While Bungie has promised new and fresh takes on storytelling in The Final Shape and beyond, that doesn’t help the present. What also doesn’t help is the public perception of Bungie as a company. Recently, Joe Blackburn left Bungie – a face that the community had grown to trust immensely, the company pulled the Starter Pack bundle from Steam following backlash, several high profile developers were laid off, and a four-times World’s First raider was permanently banned for having a Rome: Total War memory editor tool installed on his computer.
Adding to the problem was a recent comment by PlayStation chairman Hiroki Totoki during a Q&A session after Sony’s earnings report.
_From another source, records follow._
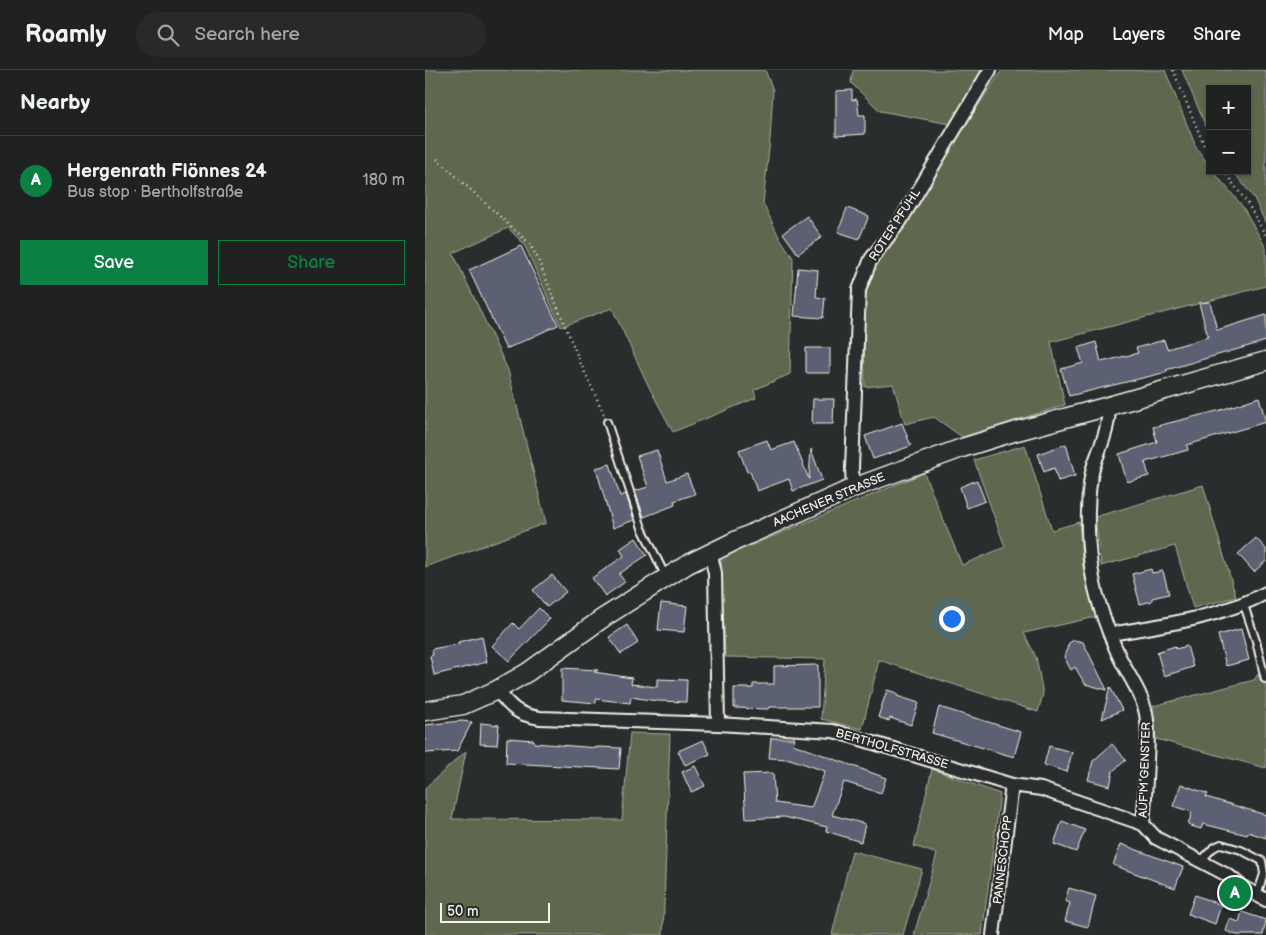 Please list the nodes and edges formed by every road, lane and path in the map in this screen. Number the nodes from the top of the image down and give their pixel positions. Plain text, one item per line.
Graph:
1 (990, 70) edge
2 (1173, 70) edge
3 (1206, 147) edge
4 (437, 159) dead end
5 (1227, 175) edge
6 (1266, 236) edge
7 (1266, 361) edge
8 (1109, 406) junction
9 (607, 422) joint
10 (853, 488) junction
11 (710, 552) junction
12 (666, 578) junction
13 (1266, 592) edge
14 (1243, 605) junction
15 (1110, 634) junction
16 (1265, 679) edge
17 (497, 690) junction
18 (425, 711) edge
19 (718, 724) junction
20 (1011, 785) junction
21 (1143, 824) junction
22 (1201, 861) junction
23 (1261, 898) edge
24 (993, 935) edge

1 - 10 street, ROTER PFUHL
2 - 3 path
4 - 9 path
5 - 6 path
7 - 8 street, AACHENER STRASSE
8 - 10 street, AACHENER STRASSE
8 - 15 street, AUF'M GENSTER
9 - 12 lane
10 - 11 street, AACHENER STRASSE
11 - 12 street, AACHENER STRASSE
11 - 19 street
12 - 17 street, AACHENER STRASSE
13 - 14 street
14 - 15 street
14 - 16 lane
15 - 21 street, AUF'M GENSTER
17 - 18 street, AACHENER STRASSE
17 - 19 street, BERTHOLFSTRASSE
19 - 20 street, BERTHOLFSTRASSE
20 - 21 street, BERTHOLFSTRASSE
20 - 24 street, PANNESCHOPP
21 - 22 street, BERTHOLFSTRASSE
22 - 23 street, BERTHOLFSTRASSE
22 - 23 lane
Totoki said that he had visited Bungie’s studio and while employees were motivated, he noted that there was “room for improvement from a business perspective” specifically in regard to expenses and “assuming accountability for development timelines.”
Taken in isolation this comment is rather innocuous but when you consider Destiny 2 sales were running 45 percent below projections for the year in 2023, it’s not a good look. How much worse might sales be now that 70 percent of the playerbase has dropped off since the start of the season, let alone compared to the launch of Lightfall?
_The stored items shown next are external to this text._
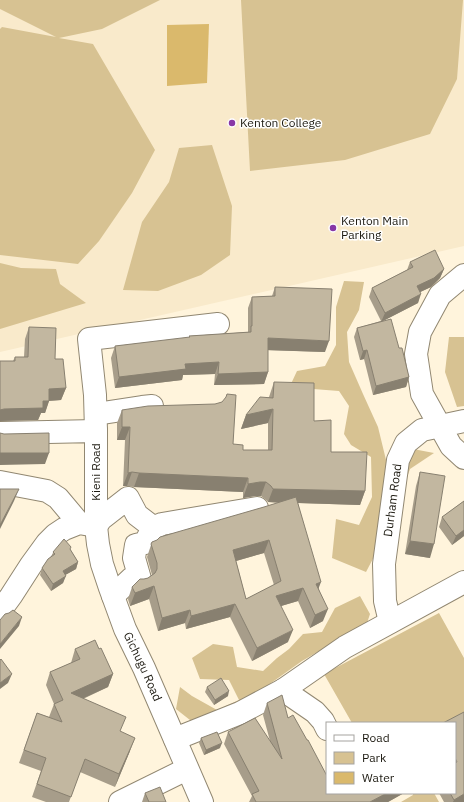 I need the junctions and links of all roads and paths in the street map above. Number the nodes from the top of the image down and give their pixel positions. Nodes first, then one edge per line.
1 (464, 275) edge
2 (218, 324) dead end
3 (168, 406) edge
4 (464, 421) edge
5 (96, 423) junction
6 (440, 426) junction
7 (0, 433) edge
8 (464, 458) edge
9 (0, 482) edge
10 (257, 508) edge
11 (87, 525) junction
12 (154, 528) junction
13 (31, 565) junction
14 (464, 582) edge
15 (0, 592) edge
16 (113, 596) junction
17 (0, 611) edge
18 (390, 622) junction
19 (283, 690) junction
20 (326, 727) edge
21 (175, 739) junction
22 (187, 769) junction
23 (120, 802) edge
24 (202, 802) edge

1 - 6 street
2 - 5 street
3 - 5 street
4 - 6 street, Durham Road
5 - 7 street, Kieni Road
5 - 11 street, Kieni Road
6 - 8 street
6 - 18 street, Durham Road
9 - 11 street
10 - 12 street
11 - 12 street
11 - 13 street
11 - 16 street, Gichugu Road
12 - 16 street
13 - 15 street
13 - 17 street
14 - 18 street
16 - 21 street, Gichugu Road
18 - 19 street
19 - 20 street
19 - 21 street
21 - 22 street, Gichugu Road
22 - 23 street
22 - 24 street, Gichugu Road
All of this culminates in a general dissatisfaction of Bungie and at worse, a distrust of how the company is choosing to handle the direction of Destiny 2. There’s only so much talking and promising of improvements that can help, at some point players need to experience these changes in-game. But for some Reddit users, the recent patch previews have done little to ignite the excitement for The Final Shape and what comes after.
These players, and many others, are waiting for that moment where a piece of news or reveal gives them a purpose to not only play The Final Shape, but stay with this now ten year old franchise. The last ten years have been ramping up to this final confrontation with the big bad, and much like how revealing the monster in a horror movie strips it of its power, defeating the Witness might have an analogous effect on the franchise.
Compounding the issue of player numbers are the recent smash hit releases. Palworld surpassed CS:GO’s concurrent player count while Helldivers 2 has seen such crushing popularity that the servers couldn’t handle the load. And now with the Final Fantay 7 Rebirth release, there’s even more great games pulling players away from Destiny 2.
It’s a tough road for Bungie moving forward. It needs to over-deliver with The Final Shape in a similar fashion to Forsaken or The Witch Queen if it wants to reignite the passion in players and keep them coming back. There have been numerous “last chance” moments in the game’s history and it’s managed to bounce back, but there’s something different in the air this time. The symptom that is dwindling player numbers speaks volumes and while it’s not ideal to play the same game every day until the heat death of the universe, it would be great if the light in Destiny 2 doesn’t flicker out with a whimper.